Actually the above answer is wrong. It gets 0xFFFFFFFE for p because it initialized q with 0x7FFFFFFFE which does not fit and is (except for undefined behavior) in fact truncated to 0xFFFFFFFE.
So the code in that answer in fact starts with p = 0xFFFFFFFF and q = 0xFFFFFFFE and successfully swaps them.
(edit: it WAS wrong, it has been corrected now)
The routine in fact works perfectly (except for eventual undefined behavior which I'm not sure is there or not, I'm a bit fuzzy on the details of the standard).
Ignoring eventual undefined behavior, if the underlying arithmetic is the common 2's complement modulo arithmetic, the routine works and have no problems with overflows/underflows (it's a modulo arithmetic).
The only real problem is with aliasing.
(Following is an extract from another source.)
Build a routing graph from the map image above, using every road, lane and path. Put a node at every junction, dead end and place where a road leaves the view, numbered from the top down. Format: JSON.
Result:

If the two pointers are identical, the pointed to integer will become 0.
The precondition of the routine is therefore that the two pointers are valid and not aliased. Checks for null pointers and for identical pointers may be added, if that's what you expect your program to need.
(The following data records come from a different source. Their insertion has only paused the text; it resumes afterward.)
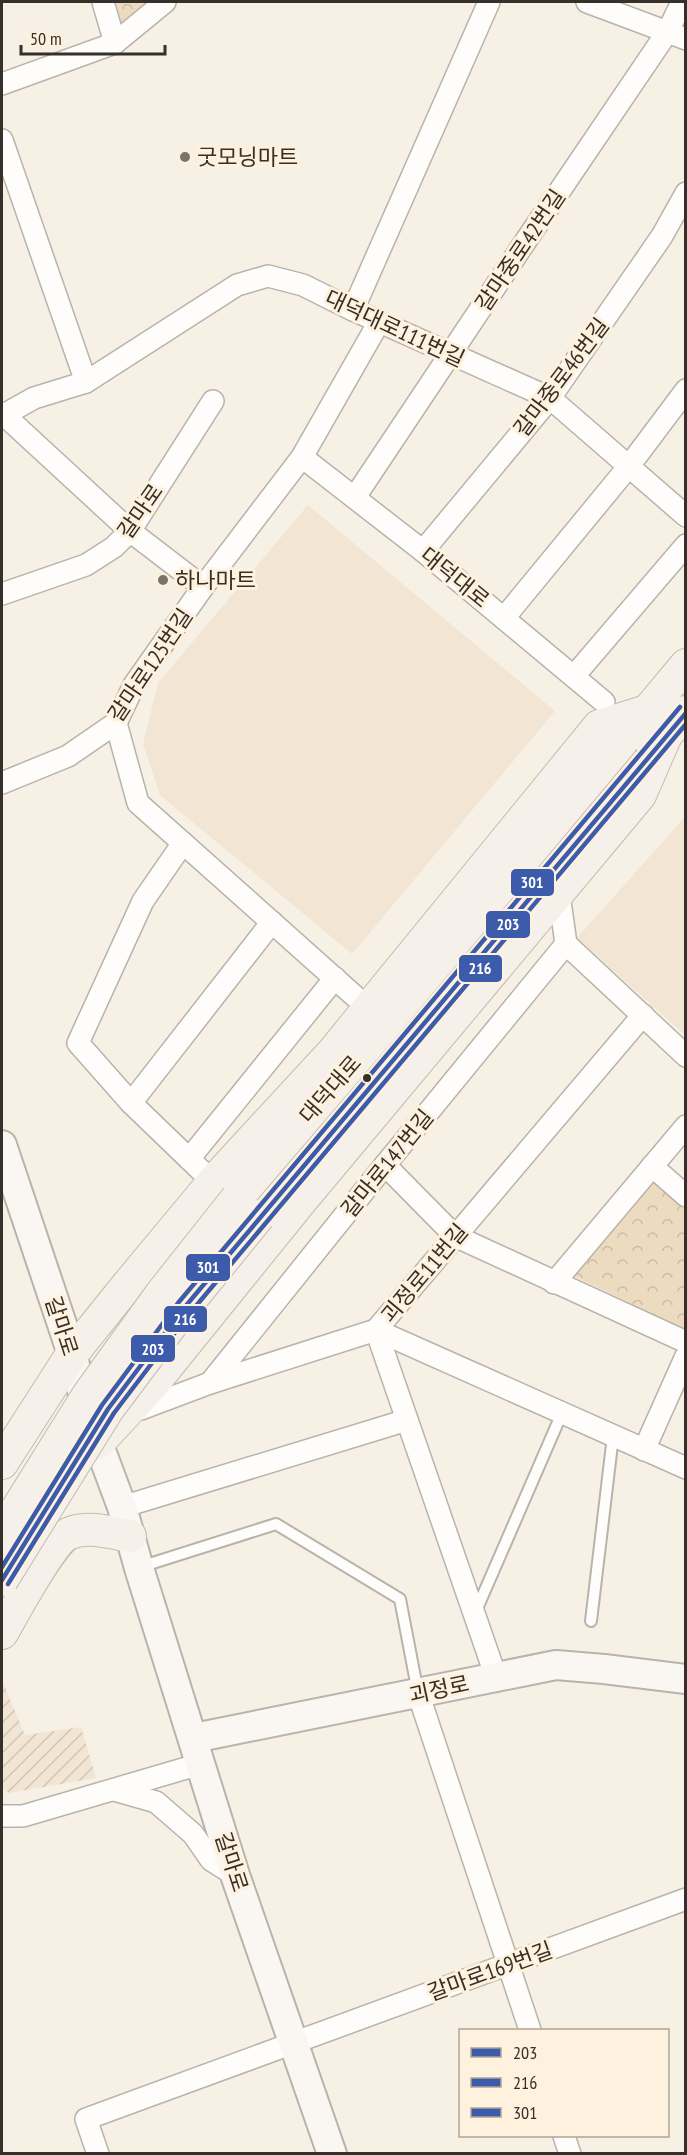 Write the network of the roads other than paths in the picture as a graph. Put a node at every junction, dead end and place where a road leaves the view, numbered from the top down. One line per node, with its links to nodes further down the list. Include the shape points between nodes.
1 (103, 2): 8 (street)
2 (165, 2): 8 (street)
3 (489, 2): 12 (street)
4 (587, 2): 6 (street)
5 (682, 2): 7 (street, 갈마중로42번길)
6 (614, 6): 7 (street)
7 (677, 35): 14 (street, 갈마중로42번길)
8 (115, 43): 9 (street)
9 (2, 84)
10 (2, 140): 15 (street)
11 (686, 193): 17 (street, 갈마중로46번길, via 662,236)
12 (353, 310): 13 (street, 대덕대로111번길); 15 (street, 대덕대로111번길, via 303,285 268,276 237,285)
13 (379, 322): 14 (street, 대덕대로111번길); 20 (street, 갈마로125번길)
14 (450, 354): 17 (street, 대덕대로111번길); 22 (street, 갈마중로42번길)
15 (86, 382): 19 (street, 대덕대로111번길, via 34,398)
16 (686, 390): 21 (street)
17 (550, 398): 21 (street, 대덕대로111번길); 26 (street, 갈마중로46번길)
18 (213, 401): 24 (street, 갈마로)
19 (2, 415): 24 (street)
20 (302, 457): 22 (street, 대덕대로); 27 (street, 갈마로125번길)
21 (629, 466): 23 (street, 대덕대로111번길); 29 (street)
22 (355, 497): 26 (street, 대덕대로)
23 (686, 516)
24 (130, 531): 27 (street); 28 (street, 갈마로, via 86,565)
25 (686, 545): 31 (street)
26 (423, 551): 29 (street, 대덕대로)
27 (203, 587): 34 (street, 갈마로125번길, via 134,685)
28 (2, 594)
29 (504, 618): 31 (street, 대덕대로)
30 (686, 665): 33 (main road, 대덕대로)
31 (574, 676): 32 (street, 대덕대로)
32 (604, 702)
33 (667, 719): 36 (main road, via 599,726); 38 (main road, via 640,795); 39 (main road, 대덕대로); 53 (main road, 대덕대로)
34 (116, 723): 35 (street, 갈마로125번길, via 68,756); 37 (street, via 138,803)
35 (2, 783)
36 (514, 827): 39 (main road); 43 (main road)
37 (183, 843): 40 (street); 46 (street, via 143,902 78,1043)
38 (558, 894): 41 (street); 65 (main road, via 152,1385)
39 (488, 901): 53 (main road, 대덕대로)
40 (272, 922): 42 (street); 46 (street)
41 (567, 944): 44 (street); 50 (street, 갈마로147번길)
42 (335, 978): 43 (street); 49 (street)
43 (368, 1008): 53 (main road, via 333,1052)
44 (643, 1015): 45 (street); 54 (street, 괴정로11번길)
45 (686, 1056)
46 (131, 1103): 49 (street)
47 (686, 1126): 51 (street)
48 (2, 1145): 58 (main road, 갈마로)
49 (189, 1159): 53 (street)
50 (385, 1165): 54 (street); 60 (street, 갈마로147번길)
51 (652, 1166): 52 (street); 55 (street)
52 (686, 1196)
53 (237, 1199): 58 (main road); 70 (main road, 대덕대로, bridge, via 161,1294 88,1395); 72 (main road, 대덕대로, bridge, via 184,1308 108,1410)
54 (456, 1236): 55 (street); 56 (street, 괴정로11번길)
55 (555, 1283): 57 (street)
56 (376, 1330): 60 (street); 62 (street); 63 (street, 괴정로11번길)
57 (686, 1342)
58 (72, 1354): 65 (main road, 갈마로); 67 (main road)
59 (686, 1356): 66 (street)
60 (210, 1383): 61 (street)
61 (141, 1409)
62 (562, 1413): 64 (street); 73 (lane)
63 (407, 1420): 69 (street); 73 (street, 괴정로11번길)
64 (613, 1436): 66 (street); 74 (lane)
65 (98, 1443): 69 (main road, 갈마로)
66 (644, 1450): 68 (street)
67 (2, 1463)
68 (686, 1468)
69 (126, 1522): 71 (main road, 갈마로); 75 (main road, via 67,1534 52,1550)
70 (2, 1533)
71 (139, 1568): 78 (lane, via 276,1524 400,1599); 79 (main road, 갈마로)
72 (2, 1580)
73 (474, 1614): 76 (street, 괴정로11번길)
74 (591, 1621)
75 (2, 1633)
76 (496, 1677): 77 (main road, 괴정로, via 556,1665); 78 (main road, 괴정로)
77 (686, 1679)
78 (418, 1693): 79 (main road, 괴정로); 84 (street)
79 (197, 1751): 80 (street); 82 (main road, 갈마로)
80 (113, 1790): 81 (street, via 23,1816); 82 (street, via 156,1802 193,1834 211,1860)
81 (2, 1816)
82 (236, 1875): 86 (main road, 갈마로)
83 (685, 1901): 84 (street, 갈마로169번길)
84 (508, 1964): 85 (street); 86 (street, 갈마로169번길)
85 (529, 2029)
86 (295, 2044): 88 (street, 갈마로169번길, via 86,2119); 89 (main road, 갈마로)
87 (564, 2137): 90 (street)
88 (98, 2154)
89 (333, 2154)
90 (570, 2154)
The question of why to use this mechanism instead of the xor trick instead of the temp variable swap, is still open. But has NOTHING to do with the OP question: the routine works and overflow, as it's handled by 2's complement modulo arithmetic, which is the most common on processors, is not an issue (edit: it becomes only because of overflow being undefined behavior in the standard, but it works on any processor that uses 2's complement modulo arithmetic). As for efficiency, it all depends on the optimizer AND the processor.